**Input material:**
---*---
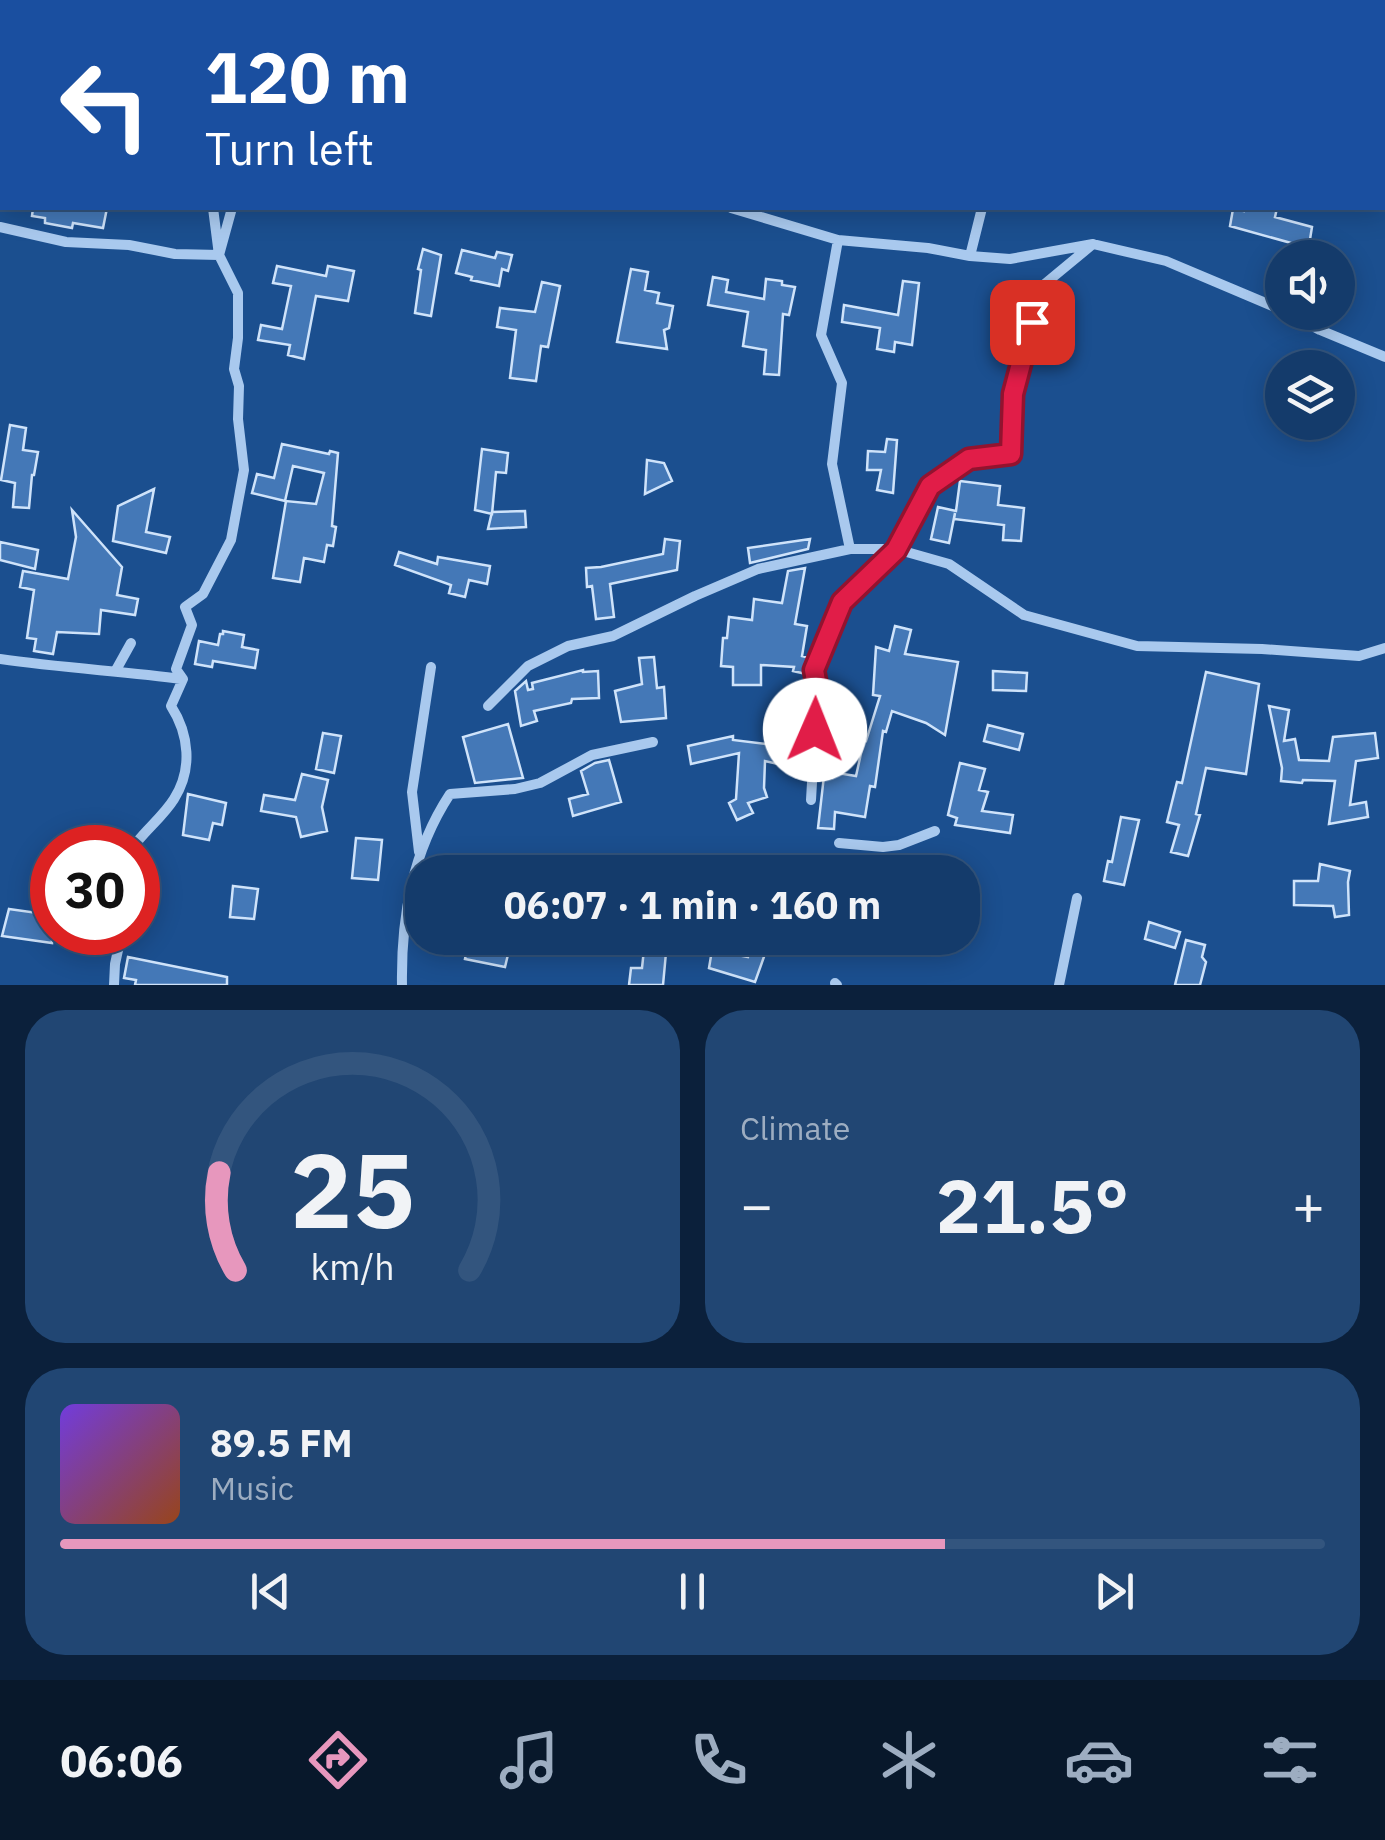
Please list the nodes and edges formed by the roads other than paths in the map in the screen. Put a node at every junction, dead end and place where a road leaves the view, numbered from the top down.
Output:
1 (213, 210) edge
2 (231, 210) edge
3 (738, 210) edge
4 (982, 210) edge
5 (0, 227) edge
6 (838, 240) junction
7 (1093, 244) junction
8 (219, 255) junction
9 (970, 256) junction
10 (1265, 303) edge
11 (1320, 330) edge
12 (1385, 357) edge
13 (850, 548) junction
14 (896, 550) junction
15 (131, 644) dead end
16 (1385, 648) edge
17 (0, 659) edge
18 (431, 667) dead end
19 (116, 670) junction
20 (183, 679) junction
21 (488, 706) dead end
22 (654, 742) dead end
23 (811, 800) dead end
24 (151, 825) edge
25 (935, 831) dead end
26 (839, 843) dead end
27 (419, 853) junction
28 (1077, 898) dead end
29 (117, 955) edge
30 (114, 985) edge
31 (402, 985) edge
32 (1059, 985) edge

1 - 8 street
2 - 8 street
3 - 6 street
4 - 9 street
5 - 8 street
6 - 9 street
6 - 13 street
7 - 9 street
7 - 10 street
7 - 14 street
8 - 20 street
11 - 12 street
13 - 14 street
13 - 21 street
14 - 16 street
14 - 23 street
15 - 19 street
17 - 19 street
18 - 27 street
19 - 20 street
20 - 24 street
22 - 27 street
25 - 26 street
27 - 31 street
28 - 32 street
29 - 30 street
---*---
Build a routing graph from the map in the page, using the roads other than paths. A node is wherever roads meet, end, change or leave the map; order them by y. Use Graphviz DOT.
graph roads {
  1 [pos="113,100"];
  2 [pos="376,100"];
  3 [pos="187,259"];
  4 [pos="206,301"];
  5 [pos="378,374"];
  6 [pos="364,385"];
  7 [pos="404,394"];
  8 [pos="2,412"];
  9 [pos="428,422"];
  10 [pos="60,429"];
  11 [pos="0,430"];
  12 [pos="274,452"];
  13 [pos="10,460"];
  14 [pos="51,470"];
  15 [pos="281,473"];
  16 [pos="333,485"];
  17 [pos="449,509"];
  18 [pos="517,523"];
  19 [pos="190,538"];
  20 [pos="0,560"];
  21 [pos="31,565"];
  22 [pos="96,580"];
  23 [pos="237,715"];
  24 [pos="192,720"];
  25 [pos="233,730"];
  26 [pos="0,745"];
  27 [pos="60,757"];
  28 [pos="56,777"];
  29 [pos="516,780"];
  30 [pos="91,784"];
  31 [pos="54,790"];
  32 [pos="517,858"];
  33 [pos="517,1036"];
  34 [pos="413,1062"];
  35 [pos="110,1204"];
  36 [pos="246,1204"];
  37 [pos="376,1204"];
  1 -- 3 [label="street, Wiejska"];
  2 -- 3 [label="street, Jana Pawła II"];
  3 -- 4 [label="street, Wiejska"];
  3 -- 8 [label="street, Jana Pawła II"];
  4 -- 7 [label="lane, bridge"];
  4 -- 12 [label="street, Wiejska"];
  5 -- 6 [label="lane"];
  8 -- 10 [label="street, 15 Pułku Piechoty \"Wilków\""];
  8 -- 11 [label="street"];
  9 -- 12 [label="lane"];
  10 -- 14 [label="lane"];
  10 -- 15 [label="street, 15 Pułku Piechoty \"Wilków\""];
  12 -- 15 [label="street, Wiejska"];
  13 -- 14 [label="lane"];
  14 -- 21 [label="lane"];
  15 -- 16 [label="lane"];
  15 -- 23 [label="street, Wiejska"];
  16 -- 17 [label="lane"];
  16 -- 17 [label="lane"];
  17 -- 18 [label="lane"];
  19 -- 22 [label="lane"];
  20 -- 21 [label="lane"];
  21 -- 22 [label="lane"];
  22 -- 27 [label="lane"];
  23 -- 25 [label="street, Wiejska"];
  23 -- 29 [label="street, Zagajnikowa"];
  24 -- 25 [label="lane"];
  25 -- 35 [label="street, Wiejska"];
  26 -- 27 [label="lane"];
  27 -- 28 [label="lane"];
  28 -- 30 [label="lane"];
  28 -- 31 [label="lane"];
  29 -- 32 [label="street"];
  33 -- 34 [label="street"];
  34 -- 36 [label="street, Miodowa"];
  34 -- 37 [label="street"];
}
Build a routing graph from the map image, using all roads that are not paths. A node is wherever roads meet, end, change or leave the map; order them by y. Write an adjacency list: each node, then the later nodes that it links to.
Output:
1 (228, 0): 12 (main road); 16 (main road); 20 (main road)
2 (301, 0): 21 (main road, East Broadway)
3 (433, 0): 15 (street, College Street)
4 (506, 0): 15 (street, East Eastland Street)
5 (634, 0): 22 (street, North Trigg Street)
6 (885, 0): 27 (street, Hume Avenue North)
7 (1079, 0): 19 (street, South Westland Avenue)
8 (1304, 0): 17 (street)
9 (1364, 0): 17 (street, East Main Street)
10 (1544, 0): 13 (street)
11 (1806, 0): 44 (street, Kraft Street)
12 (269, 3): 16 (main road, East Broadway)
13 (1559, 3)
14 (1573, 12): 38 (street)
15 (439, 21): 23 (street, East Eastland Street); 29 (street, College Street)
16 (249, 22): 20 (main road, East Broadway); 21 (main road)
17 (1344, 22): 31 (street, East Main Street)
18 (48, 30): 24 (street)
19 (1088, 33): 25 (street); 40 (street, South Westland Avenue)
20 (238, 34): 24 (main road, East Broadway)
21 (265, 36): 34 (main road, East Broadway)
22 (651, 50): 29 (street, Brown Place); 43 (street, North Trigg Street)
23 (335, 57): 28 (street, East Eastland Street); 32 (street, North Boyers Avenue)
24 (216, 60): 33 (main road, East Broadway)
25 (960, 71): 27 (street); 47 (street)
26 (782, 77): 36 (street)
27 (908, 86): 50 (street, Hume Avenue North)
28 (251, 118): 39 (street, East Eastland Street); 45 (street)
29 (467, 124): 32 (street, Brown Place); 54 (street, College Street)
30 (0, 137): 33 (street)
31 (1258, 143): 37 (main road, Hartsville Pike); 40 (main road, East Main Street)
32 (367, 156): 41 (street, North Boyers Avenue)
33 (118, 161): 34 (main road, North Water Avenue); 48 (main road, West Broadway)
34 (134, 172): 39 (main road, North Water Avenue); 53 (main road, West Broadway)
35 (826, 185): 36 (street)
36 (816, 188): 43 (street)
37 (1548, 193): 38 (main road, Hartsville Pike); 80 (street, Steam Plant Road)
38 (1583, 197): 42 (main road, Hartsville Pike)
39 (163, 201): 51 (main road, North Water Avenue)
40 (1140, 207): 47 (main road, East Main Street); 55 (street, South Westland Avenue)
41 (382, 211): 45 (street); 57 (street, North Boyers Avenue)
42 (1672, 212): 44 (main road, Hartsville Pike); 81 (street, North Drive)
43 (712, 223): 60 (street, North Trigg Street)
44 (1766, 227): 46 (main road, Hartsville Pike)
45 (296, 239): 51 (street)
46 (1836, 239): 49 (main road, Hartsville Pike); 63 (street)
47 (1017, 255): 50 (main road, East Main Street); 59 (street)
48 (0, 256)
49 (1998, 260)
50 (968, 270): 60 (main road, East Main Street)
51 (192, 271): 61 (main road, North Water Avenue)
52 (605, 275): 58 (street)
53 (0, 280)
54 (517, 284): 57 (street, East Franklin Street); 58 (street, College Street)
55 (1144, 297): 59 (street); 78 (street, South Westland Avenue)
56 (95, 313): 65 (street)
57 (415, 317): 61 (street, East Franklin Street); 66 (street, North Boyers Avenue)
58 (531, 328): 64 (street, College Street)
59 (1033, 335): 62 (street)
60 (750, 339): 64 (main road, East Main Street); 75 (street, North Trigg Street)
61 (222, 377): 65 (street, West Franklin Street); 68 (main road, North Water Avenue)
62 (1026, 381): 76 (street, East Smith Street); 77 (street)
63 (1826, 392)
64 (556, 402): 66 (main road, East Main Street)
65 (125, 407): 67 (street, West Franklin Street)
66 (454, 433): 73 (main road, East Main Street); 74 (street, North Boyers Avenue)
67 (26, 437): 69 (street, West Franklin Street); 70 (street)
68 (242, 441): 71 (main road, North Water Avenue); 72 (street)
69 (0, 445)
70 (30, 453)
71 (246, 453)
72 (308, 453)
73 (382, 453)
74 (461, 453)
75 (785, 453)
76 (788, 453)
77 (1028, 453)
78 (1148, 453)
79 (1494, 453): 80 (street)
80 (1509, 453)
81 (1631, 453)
---*---
Based on the entries above, please count how many lines contain the string "list", and reply with the figure only.

2